Prates vê dois níveis de dificuldade na aprovação da fusão. O primeiro é o avanço do acordo entre as empresas:
— O memorando de entendimento é muito aberto, muito vago, deixa a possibilidade de não avançar. Uma das premissas é a de que a fusão só ocorre se as duas, lá na frente, estiverem financeiramente bem.
Caso as duas concordem em se unir, pondera que o Cade pode não autorizar o processo, tamanha a concentração representada pelo negócio. Mesmo que a frase do ministro tenha dado sinal de que o governo deseja essa solução, afirma.

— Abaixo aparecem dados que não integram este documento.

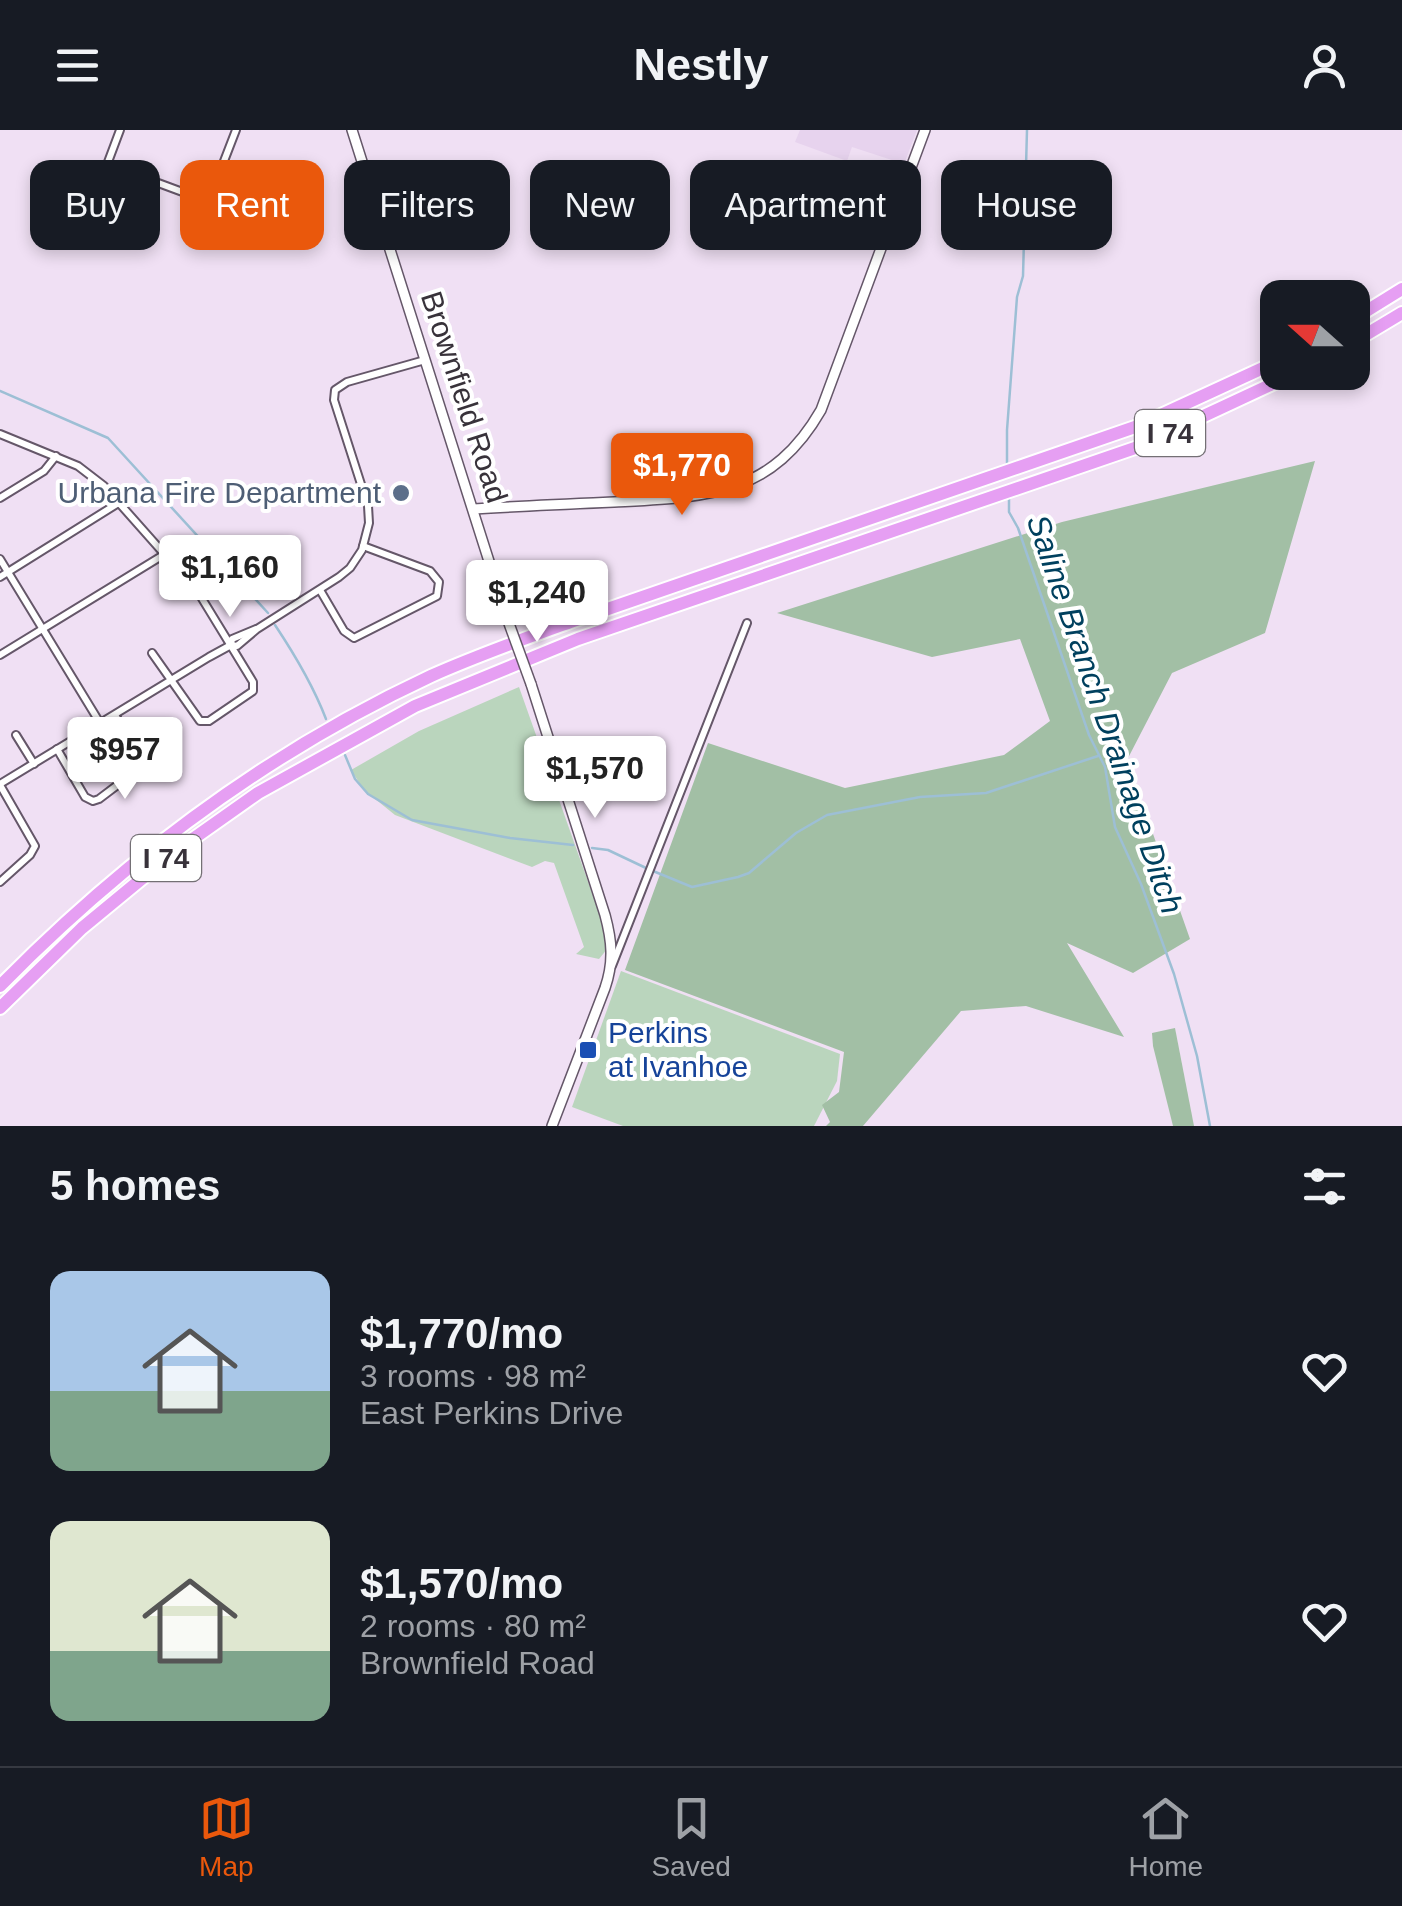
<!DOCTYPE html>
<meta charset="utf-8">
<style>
body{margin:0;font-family:Arial,sans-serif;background:#242831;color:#f1f3f6;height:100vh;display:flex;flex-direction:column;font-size:38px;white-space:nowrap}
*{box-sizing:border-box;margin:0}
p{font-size:32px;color:#9ea1a6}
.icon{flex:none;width:55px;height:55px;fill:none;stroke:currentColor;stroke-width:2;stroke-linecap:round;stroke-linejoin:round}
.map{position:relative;height:996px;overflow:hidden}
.side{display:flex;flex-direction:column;background:#171b24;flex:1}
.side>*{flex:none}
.banner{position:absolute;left:30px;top:30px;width:1342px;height:90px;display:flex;gap:20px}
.needle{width:65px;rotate:291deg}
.buttons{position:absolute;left:1260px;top:150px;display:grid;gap:20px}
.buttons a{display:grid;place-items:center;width:110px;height:110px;border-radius:20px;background:#171b24;box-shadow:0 5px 15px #0003;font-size:50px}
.price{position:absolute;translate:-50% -85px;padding:0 22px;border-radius:10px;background:#fff;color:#222;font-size:32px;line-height:65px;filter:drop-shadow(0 2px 5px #0008)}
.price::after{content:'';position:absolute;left:50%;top:60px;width:30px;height:22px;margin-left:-15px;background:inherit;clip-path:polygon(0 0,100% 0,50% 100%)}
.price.current{background:#ea580c;color:#fff}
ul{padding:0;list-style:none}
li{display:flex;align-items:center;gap:30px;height:250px;padding:0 50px}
li span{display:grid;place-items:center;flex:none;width:280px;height:200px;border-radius:20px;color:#555}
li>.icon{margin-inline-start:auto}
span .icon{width:120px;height:120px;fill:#fffc;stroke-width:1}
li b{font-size:42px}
h2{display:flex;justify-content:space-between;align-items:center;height:120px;padding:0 50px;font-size:42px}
.tag{padding:0 35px;border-radius:20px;background:#171b24;box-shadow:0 5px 15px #0003;font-size:35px;line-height:90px}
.tag.current{background:#ea580c;color:#fff}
header{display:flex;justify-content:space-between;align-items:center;height:130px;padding:0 50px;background:#171b24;font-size:45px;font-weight:700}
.tabs{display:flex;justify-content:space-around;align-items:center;height:140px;border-top:2px solid #363941;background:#171b24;font-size:28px;color:#9ea1a6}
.tabs a{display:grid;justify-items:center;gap:5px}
.tabs .current{color:#ea580c}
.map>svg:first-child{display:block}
.built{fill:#e7d3ee}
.green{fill:#bad5bd}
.forest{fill:#a2bfa5}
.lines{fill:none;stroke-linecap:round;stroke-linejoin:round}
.stream{stroke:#9dbfd5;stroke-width:2.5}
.minor-casing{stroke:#655769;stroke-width:10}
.tertiary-casing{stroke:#655769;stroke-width:12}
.motorway-casing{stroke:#fff;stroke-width:16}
.minor{stroke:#fff;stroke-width:6}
.tertiary{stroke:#fff;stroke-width:9}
.motorway{stroke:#e69ff3;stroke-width:12}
.tertiary-bridge-casing{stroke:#655769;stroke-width:12;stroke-linecap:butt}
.tertiary-bridge{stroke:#fff;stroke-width:9}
.service-dot{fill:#5c6f8a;stroke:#fff;stroke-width:4}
.transit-dot{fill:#1a4fb4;stroke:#fff;stroke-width:4}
.labels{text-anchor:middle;stroke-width:8;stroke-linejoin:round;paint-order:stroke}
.shield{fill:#fff;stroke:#747075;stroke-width:2.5}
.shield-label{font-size:28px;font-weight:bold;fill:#38323a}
.street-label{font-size:30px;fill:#38323a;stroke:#fff}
.service-label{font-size:30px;fill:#4e5e75;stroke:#fff;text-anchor:end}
.transit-label{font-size:30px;fill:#164399;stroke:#fff;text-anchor:start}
.water-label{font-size:32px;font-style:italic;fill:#00405e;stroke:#fff}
</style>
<header><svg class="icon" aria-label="menu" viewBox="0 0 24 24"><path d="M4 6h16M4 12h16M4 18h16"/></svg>Nestly<svg class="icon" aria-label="person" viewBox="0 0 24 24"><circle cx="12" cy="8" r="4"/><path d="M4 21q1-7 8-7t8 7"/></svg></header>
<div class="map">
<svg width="1402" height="996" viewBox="0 0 1402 996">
<rect width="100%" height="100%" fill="#f0e0f4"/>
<polygon class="built" points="800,0 917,0 904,34 852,17 847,31 795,12"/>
<g class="green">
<polygon points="519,557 602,791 608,818 599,829 576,824 584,817 554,733 545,731 532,737 395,685 364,660 351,640 419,601"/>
<polygon points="621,841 840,924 837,951 814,996 623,996 572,977"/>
</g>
<g class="forest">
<polygon points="1315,331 1265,503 1172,543 1127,630 1190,809 1133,843 1067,813 1124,907 1026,876 961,881 863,996 826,996 830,992 822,975 839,962 844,922 625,840 708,613 845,658 1004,625 1050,591 1020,509 932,527 777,483 1062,392"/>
<polygon points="1175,898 1194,996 1173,996 1153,916 1152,903"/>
</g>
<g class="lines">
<g class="stream">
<polyline points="0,261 108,308 268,483"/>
<polyline points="1007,334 1007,300 1017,167 1023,146 1027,0"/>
<polyline points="1009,367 1009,382 1018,398 1089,605 1105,637 1115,697 1141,754 1174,844 1197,926 1210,996"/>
<path d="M275 495C295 525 313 555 326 589"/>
<polyline points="345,625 355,649 368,664 412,690 510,708 573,715"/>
<polyline points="592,718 608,720 646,738"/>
<polyline points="653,741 692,757 738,747 749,743 796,703 827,685 920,667 986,663 1098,626"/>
</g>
<defs>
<g id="minor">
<polyline points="107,34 196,67 206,68 214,57 236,0"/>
<polyline points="93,72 120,0"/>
<polyline points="0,304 78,336 104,356 198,462 253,552 253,561 209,591 200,591 152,523"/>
<polyline points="0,368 44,341 56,326"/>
<polyline points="0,429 100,593"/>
<polyline points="0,447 120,372"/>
<polyline points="320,460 344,501 354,508 437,466 439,452 430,441 363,416"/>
<polyline points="231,515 232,509 256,499"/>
<polyline points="0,525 165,424"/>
<polyline points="16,605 34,634"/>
<polyline points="57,619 85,667 93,671 99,669 136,641 142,633 140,625 115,585"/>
<polyline points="0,654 209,527 231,515 237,516 257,499 339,447 350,438 362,420 369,393 368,376 334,270 335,260 347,252 425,230"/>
<polyline points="0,655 35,716 30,725 0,752"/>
<polyline points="612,836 747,493"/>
</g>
<g id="tertiary">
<polyline points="352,0 507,488"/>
<path d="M474 379C521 376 568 374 614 372 705 367 771 367 821 280L925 0"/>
<path d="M531 554 605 785C612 811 614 832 605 858L552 996"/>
</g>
<g id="motorway">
<polyline points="1352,190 1402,159"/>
<polyline points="1352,213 1402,183"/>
<path d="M0 856C125 729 270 621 431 546 478 525 526 508 573 491L1135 297 1278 231"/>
<polyline points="0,878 82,798 173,723 258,663 415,576 578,509 1135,318 1298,242"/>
</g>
</defs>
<use href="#minor" class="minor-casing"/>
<use href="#tertiary" class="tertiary-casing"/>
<use href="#motorway" class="motorway-casing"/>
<use href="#minor" class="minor"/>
<use href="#tertiary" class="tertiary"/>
<use href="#motorway" class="motorway"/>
<defs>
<polyline id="tertiary-bridge" points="507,488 531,554"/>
</defs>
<use href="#tertiary-bridge" class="tertiary-bridge-casing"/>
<use href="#tertiary-bridge" class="tertiary-bridge"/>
</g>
<circle class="service-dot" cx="401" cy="363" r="10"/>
<rect class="transit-dot" x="578" y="910" width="20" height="20" rx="5"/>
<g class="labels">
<g class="shield">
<rect x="1135" y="280" width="70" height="46" rx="8"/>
<rect x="131" y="705" width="70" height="46" rx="8"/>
</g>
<g class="shield-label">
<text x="1170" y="313">I 74</text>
<text x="166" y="738">I 74</text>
</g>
<g class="street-label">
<text transform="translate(464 267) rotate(72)" y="10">Brownfield Road</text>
</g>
<g class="service-label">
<text x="381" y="373">Urbana Fire Department</text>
</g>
<g class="transit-label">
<text x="608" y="913">Perkins<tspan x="608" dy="34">at Ivanhoe</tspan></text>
</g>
<g class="water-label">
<text transform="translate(1105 584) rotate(71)" y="11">Saline Branch Drainage Ditch</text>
</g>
</g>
</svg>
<div class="buttons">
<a><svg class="needle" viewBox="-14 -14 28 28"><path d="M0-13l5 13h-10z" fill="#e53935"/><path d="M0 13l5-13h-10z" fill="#9ea1a6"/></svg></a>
</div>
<b class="price current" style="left:682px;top:388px">$1,770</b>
<b class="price" style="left:230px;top:490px">$1,160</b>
<b class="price" style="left:537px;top:515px">$1,240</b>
<b class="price" style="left:125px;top:672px">$957</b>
<b class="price" style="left:595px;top:691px">$1,570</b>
<div class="banner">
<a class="tag">Buy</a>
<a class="tag current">Rent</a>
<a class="tag">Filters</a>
<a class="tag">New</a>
<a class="tag">Apartment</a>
<a class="tag">House</a>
</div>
</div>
<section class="side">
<h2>5 homes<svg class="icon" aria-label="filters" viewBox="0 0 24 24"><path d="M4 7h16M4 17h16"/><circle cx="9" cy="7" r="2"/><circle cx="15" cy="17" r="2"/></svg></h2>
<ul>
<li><span style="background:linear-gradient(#a9c7e8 60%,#7fa58c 0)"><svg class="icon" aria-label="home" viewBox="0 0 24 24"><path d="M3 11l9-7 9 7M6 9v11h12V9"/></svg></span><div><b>$1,770/mo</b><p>3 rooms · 98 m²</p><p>East Perkins Drive</p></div><svg class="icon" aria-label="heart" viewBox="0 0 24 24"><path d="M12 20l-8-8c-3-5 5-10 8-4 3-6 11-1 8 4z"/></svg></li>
<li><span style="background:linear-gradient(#dfe7d0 65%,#7fa58c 0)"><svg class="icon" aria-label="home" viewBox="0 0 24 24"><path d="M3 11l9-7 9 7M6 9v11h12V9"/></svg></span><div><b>$1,570/mo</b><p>2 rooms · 80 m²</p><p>Brownfield Road</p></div><svg class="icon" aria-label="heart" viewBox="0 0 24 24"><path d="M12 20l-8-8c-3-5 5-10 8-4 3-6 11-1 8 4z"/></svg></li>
</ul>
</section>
<nav class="tabs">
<a class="current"><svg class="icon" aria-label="map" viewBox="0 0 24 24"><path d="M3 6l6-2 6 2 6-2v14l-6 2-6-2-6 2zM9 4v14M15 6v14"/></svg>Map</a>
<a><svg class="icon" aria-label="saved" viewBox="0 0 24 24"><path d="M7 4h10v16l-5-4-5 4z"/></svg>Saved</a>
<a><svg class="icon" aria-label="home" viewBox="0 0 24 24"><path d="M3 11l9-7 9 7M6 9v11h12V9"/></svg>Home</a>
</nav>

– O Cade é totalmente independente e é orientado a tomar a decisão que garanta a concorrência, não o emprego. Mesmo que houvesse risco de falência, fusão só seria aprovada se não houvesse opção melhor, e há opções melhores. A Latam está saindo bem do Chapter 11 (regra americana equivalente à recuperação judicial), a Gol está no mesmo caminho e a Azul ainda tem a opção de entrar no Chapter 11 (até agora, a empresa só fez um acordo extrajudicial com credores).
Quando o Cade aprova uma fusão que resulta em muita concentração de mercado, costuma impor restrições à empresa resultante. No caso de companhias aéreas, esse remédio existe, mas tem implementação complicada, diz Prates:
— Seria obrigar a abrir mão de slots e vender para uma terceira, uma nova concorrente. Mas se obtiver poucos slots, não vai conseguir crescer. A companhia resultante da fusão terá cerca de 60% do mercado, será muito forte. Pode concentrar slots nas rotas da concorrente, jogando o preço para baixo e inviabilizando a nova empresa.
Diante da baixa probabilidade de uma nova empresa querer atuar o setor, que atravessa uma crise, a coluna indagou se a transferência de slots para a Latam, que seria a única competidora restante, bastaria para evitar tanta concentração.
— É por isso que a operação é tão complicada. Nesse caso, não digo que as duas trabalhariam em colusão (colaboração sem combinação explícita) ou cartel. Mas por que a Latam compraria briga com uma empresa tão grande se só vai perder? Nesse caso, o melhor para as duas seria manter o preço alto — foi a resposta.